[Records contained in a dataset]

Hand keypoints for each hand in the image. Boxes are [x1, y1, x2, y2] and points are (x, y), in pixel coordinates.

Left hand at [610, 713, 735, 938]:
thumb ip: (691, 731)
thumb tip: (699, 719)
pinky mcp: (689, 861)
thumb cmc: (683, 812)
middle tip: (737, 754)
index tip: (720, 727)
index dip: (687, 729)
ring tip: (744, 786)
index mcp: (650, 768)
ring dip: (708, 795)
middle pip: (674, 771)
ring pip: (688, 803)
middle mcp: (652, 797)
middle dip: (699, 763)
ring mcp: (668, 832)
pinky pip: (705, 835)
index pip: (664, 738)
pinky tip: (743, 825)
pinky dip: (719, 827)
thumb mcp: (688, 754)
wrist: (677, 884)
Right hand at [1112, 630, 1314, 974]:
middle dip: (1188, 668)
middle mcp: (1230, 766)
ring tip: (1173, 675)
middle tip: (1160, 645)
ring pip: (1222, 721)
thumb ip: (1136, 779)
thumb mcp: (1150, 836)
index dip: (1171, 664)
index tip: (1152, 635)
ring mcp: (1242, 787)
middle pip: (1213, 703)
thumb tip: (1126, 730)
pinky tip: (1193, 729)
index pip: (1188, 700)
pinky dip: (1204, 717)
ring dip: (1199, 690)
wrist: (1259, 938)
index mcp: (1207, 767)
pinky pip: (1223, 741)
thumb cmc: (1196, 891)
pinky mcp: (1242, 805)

==

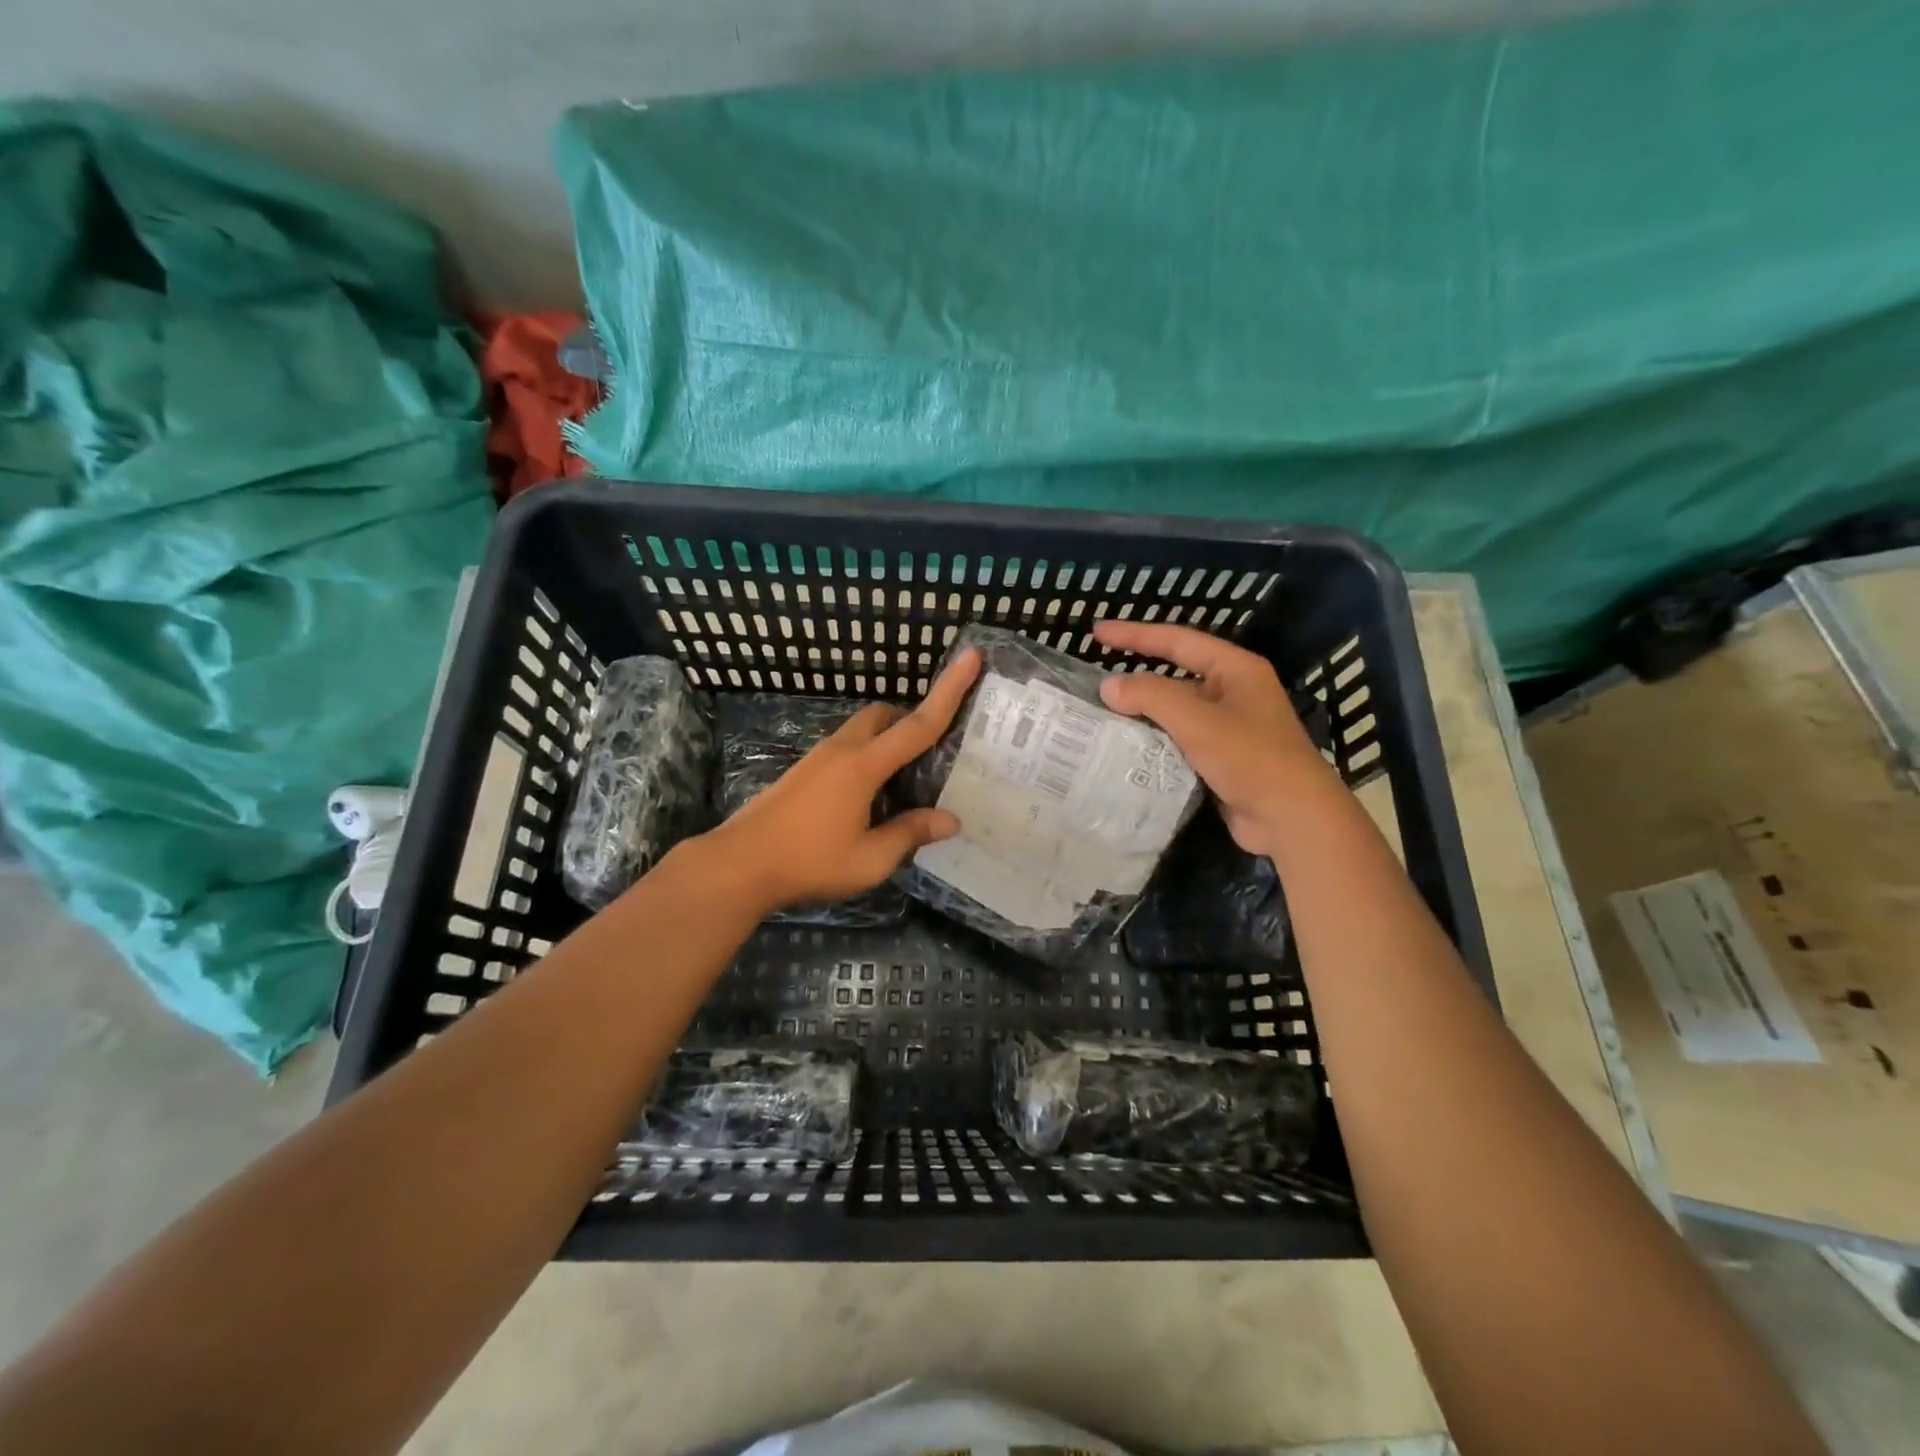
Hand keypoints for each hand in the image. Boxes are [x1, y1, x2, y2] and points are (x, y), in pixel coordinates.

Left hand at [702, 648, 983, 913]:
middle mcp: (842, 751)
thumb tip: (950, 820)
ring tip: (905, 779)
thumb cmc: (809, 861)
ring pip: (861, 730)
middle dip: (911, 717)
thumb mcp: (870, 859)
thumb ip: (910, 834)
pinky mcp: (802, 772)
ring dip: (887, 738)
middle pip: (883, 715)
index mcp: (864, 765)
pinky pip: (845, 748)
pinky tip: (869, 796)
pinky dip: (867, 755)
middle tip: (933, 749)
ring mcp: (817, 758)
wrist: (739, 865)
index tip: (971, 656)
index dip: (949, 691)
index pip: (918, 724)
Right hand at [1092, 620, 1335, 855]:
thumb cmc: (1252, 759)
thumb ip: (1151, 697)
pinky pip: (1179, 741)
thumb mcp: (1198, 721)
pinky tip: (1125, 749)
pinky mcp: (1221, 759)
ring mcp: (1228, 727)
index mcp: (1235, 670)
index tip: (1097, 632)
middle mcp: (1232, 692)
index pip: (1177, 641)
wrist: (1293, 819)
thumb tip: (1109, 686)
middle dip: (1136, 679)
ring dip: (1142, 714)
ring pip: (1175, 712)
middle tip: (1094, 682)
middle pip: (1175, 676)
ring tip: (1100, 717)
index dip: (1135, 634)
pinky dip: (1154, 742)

--

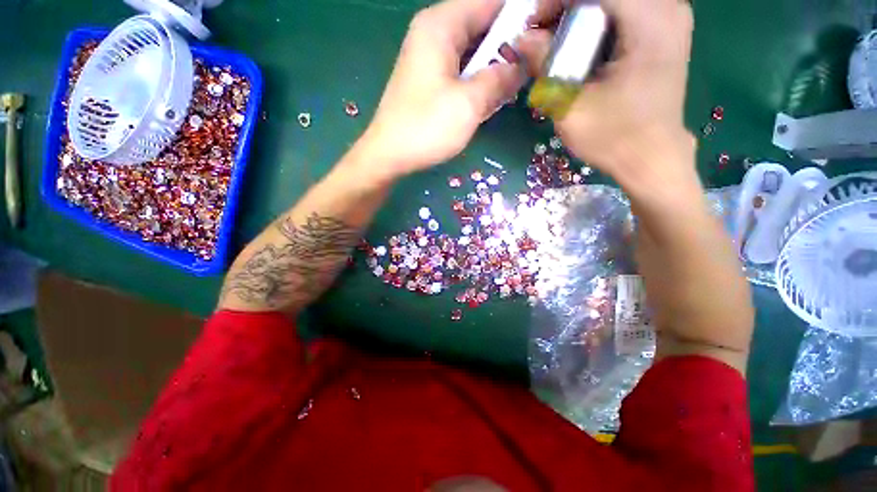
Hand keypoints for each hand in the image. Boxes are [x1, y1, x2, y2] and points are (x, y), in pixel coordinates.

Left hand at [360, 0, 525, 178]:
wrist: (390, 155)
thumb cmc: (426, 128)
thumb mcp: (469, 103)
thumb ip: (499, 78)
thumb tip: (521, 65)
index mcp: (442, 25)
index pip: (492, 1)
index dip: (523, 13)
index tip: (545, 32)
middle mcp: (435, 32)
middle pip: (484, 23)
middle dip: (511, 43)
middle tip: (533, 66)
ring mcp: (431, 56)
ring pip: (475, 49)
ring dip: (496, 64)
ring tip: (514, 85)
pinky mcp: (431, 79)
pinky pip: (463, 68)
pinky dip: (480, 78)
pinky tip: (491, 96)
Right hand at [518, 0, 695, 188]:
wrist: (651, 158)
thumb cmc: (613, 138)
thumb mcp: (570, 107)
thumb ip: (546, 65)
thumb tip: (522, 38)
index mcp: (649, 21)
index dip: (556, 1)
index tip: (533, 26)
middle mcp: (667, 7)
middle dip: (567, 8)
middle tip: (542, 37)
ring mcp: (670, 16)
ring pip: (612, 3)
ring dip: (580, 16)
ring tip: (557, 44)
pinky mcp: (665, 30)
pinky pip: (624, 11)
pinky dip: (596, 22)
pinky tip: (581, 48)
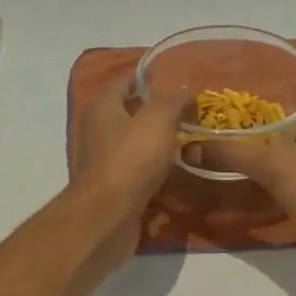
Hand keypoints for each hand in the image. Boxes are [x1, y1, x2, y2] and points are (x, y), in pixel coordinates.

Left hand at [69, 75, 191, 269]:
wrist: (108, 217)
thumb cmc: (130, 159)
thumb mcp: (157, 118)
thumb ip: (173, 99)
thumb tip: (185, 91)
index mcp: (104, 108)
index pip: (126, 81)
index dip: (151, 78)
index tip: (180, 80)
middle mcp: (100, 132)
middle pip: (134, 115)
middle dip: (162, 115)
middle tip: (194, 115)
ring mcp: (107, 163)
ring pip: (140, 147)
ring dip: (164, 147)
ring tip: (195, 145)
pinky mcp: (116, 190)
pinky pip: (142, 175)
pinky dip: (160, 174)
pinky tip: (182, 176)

ACTIVITY: Among the lines above, repeat exactly those from the line with "pinky tip: (491, 96)" to the line with "ring tip: (557, 44)", counting both ends.

SOLUTION TO THIS TASK:
pinky tip: (491, 96)
Right hand at [518, 0, 695, 188]:
wrist: (651, 158)
thumb cmc: (613, 138)
thumb mcp: (570, 107)
thumb ip: (546, 65)
thumb tip: (522, 38)
index mcp: (649, 21)
index dip: (556, 1)
index tip: (533, 26)
middle mcp: (667, 7)
middle dip: (567, 8)
middle tip: (542, 37)
ring mcp: (670, 16)
ring pip: (612, 3)
ring dip: (580, 16)
ring tip: (557, 44)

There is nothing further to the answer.